And today, the prosecutor of the International Court recommends issuing an arrest warrant for Netanyahu and Gallant. And comparing Netanyahu to Sinwar, and death, it’s like both, the war crimes. It’s just, I feel that there is an onslaught against Zionism and against Israel’s core, not political legitimacy. It’s not the political legitimacy. It’s much deeper than that. It’s a question of something fundamentally wrong. This whole movement. You know, and it’s more extreme. 

You know, the colonial stuff, you know, we have to deal with it, but that’s intellectually so, I find that so silly.

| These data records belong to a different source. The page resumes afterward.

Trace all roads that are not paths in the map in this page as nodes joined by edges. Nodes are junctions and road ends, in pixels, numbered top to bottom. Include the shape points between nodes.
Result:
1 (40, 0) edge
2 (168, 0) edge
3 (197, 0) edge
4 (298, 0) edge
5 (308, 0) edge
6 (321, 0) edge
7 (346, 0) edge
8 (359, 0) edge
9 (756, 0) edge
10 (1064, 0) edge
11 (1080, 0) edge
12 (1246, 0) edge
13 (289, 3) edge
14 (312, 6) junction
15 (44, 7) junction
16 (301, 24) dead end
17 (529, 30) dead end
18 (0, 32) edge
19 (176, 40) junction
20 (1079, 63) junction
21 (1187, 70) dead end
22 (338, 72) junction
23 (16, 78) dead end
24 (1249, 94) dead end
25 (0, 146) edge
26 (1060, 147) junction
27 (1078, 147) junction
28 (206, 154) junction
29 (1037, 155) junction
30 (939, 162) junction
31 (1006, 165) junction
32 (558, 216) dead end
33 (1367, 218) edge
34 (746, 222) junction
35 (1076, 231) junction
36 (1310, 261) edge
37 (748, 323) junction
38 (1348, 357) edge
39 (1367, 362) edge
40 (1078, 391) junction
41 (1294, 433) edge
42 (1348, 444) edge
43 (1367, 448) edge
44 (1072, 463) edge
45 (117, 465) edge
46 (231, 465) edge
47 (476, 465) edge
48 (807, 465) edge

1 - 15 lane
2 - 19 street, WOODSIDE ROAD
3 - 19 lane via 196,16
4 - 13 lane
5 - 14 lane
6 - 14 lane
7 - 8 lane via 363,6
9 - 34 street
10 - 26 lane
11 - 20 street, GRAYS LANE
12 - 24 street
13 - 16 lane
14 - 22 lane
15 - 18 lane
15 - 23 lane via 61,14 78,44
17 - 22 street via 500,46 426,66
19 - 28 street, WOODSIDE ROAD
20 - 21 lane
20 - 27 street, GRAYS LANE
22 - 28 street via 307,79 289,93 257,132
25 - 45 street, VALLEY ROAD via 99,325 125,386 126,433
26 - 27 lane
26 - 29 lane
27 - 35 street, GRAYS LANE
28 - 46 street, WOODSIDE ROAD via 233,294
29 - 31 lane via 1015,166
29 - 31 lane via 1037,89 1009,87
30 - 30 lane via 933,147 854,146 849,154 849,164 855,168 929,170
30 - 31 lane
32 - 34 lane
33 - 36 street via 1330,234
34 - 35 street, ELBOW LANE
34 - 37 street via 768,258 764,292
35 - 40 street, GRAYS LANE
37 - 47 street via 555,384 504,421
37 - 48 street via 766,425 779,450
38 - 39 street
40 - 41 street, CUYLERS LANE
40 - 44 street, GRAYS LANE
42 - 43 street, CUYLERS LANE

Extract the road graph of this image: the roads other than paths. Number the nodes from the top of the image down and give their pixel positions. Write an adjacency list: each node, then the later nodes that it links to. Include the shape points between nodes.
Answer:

We have to respond to it, but I don’t feel morally compelled in any way or intellectually moved by that. But we’re now in another place, Yossi. This war has picked up on a conversation that existed beforehand, the apartheid conversation, but it’s brought it to another place. And it’s not just in the press. Any one of us who are teachers in the Jewish community know how much angst there is amongst friends of Israel, amongst parents and grandparents about their children and grandchildren, the growth of anti-Zionist discourse within the Jewish community. 

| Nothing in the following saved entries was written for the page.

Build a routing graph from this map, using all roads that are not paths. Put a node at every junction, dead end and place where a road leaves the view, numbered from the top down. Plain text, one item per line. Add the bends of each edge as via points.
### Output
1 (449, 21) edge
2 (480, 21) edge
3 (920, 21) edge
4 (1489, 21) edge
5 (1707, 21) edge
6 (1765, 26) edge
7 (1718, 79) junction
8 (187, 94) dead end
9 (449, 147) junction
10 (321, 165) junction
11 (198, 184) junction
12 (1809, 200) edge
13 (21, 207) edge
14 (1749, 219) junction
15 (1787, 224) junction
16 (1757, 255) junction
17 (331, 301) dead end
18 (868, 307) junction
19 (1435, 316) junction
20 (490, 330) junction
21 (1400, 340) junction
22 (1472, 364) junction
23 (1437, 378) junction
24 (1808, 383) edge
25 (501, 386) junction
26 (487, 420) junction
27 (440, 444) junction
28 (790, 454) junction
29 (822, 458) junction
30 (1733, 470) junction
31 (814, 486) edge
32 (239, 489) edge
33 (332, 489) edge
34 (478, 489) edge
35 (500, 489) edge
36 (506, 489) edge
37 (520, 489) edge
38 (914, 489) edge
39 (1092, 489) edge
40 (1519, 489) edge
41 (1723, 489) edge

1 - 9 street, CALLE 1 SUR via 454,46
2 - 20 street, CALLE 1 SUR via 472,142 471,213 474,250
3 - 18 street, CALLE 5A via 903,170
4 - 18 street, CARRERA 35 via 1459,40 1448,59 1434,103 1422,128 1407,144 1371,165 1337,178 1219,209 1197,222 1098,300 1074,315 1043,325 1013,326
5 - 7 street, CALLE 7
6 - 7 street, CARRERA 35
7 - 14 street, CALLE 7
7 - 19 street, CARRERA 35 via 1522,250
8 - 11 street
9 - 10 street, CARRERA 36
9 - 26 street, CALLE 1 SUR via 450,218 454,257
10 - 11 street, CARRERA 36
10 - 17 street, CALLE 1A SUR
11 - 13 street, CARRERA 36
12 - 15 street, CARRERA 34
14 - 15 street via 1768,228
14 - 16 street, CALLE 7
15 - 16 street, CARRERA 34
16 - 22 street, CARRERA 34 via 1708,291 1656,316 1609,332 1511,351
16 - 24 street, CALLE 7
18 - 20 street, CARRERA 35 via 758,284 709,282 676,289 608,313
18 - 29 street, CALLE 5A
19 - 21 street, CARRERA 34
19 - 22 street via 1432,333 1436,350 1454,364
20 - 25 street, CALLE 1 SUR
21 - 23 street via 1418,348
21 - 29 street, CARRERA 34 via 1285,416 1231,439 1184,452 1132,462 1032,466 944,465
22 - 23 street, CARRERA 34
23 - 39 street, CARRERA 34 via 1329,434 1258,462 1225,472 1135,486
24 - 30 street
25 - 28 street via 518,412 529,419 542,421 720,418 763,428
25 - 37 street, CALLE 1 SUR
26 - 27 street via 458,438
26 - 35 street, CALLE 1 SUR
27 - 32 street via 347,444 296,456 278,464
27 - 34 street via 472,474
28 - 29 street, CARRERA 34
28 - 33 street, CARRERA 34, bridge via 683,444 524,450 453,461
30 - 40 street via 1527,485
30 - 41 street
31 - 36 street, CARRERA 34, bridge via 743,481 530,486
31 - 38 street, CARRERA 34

So can Zionism survive? And our question is, it’s a double-sided question, and I know we’re gonna mix it up, but it’s both can Zionism survive as an analysis? And of course we believe it has to, but also how? So I never wanted to talk about this, you know? I never wanted to be in a position that I would have to talk about, can Zionism survive in the hearts of Jews? Could Zionism survive as something respected in the enlightened Western world? 

Yossi, sorry to dump this on you, but you agree to the topic. So.

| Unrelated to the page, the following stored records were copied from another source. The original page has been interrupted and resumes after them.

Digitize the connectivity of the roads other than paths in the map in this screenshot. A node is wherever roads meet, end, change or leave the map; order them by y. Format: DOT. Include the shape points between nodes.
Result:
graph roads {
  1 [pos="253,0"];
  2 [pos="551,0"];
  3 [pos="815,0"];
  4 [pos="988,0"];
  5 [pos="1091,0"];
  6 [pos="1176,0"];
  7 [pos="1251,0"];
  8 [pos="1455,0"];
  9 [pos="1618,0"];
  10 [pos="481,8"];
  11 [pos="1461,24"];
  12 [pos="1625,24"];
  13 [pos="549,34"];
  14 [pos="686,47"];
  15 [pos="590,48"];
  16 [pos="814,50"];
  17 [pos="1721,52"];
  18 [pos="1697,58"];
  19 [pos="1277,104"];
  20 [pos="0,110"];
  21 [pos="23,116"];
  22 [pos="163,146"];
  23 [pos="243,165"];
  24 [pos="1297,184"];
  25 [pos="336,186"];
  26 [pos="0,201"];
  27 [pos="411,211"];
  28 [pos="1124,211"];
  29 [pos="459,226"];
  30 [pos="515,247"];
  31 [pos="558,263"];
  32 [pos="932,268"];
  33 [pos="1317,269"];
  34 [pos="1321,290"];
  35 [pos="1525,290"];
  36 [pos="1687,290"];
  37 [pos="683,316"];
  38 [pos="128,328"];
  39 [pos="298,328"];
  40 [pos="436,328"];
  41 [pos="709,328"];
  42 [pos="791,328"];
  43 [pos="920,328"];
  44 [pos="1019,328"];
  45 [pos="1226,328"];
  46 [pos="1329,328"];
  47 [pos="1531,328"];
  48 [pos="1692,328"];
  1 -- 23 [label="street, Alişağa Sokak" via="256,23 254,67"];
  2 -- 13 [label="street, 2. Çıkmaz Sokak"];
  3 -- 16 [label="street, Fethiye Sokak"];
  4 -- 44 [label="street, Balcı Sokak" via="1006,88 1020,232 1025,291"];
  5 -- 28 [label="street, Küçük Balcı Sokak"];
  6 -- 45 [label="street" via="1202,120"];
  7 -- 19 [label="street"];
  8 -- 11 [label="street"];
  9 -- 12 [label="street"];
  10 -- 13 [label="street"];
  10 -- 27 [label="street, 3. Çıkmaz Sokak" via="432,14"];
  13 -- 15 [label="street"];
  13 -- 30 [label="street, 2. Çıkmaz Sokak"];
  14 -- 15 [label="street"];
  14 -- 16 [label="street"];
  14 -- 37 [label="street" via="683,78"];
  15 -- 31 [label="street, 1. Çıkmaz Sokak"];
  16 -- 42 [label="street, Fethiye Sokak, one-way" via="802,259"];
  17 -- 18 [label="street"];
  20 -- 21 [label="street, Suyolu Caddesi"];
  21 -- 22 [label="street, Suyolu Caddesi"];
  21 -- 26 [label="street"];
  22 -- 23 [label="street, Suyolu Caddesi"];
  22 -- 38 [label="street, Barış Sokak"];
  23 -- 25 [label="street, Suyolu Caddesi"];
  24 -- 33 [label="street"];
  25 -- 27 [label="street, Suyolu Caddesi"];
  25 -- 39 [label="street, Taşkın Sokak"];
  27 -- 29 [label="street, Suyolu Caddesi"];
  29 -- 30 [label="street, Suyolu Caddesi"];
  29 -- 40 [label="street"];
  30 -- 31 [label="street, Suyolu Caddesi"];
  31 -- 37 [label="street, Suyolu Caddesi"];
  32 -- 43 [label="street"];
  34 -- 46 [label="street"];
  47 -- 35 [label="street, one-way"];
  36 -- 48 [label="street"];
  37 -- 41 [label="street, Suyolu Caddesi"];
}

Yossi: See, I, you have really not, over the years, not only not wanted to talk about anti-Zionism, but made a compelling case for why we shouldn’t be obsessed with anti-Semitism, that we, we focus all of our energies on the negative, and then there’s very little room left for developing a rich internal Jewish life and ideas.

And that was a very compelling argument until October 7th, and we’re in a new world now. And we can talk about two aspects of why Zionism is losing. And by the way, it’s just very interesting, and I’m using interesting in an absurdly neutral way, how quickly the critique of the legitimacy of the war segued to a critique of the legitimacy of the state of Israel, and segued immediately to a critique of the legitimacy of Zionism, the founding ideology of Israel. 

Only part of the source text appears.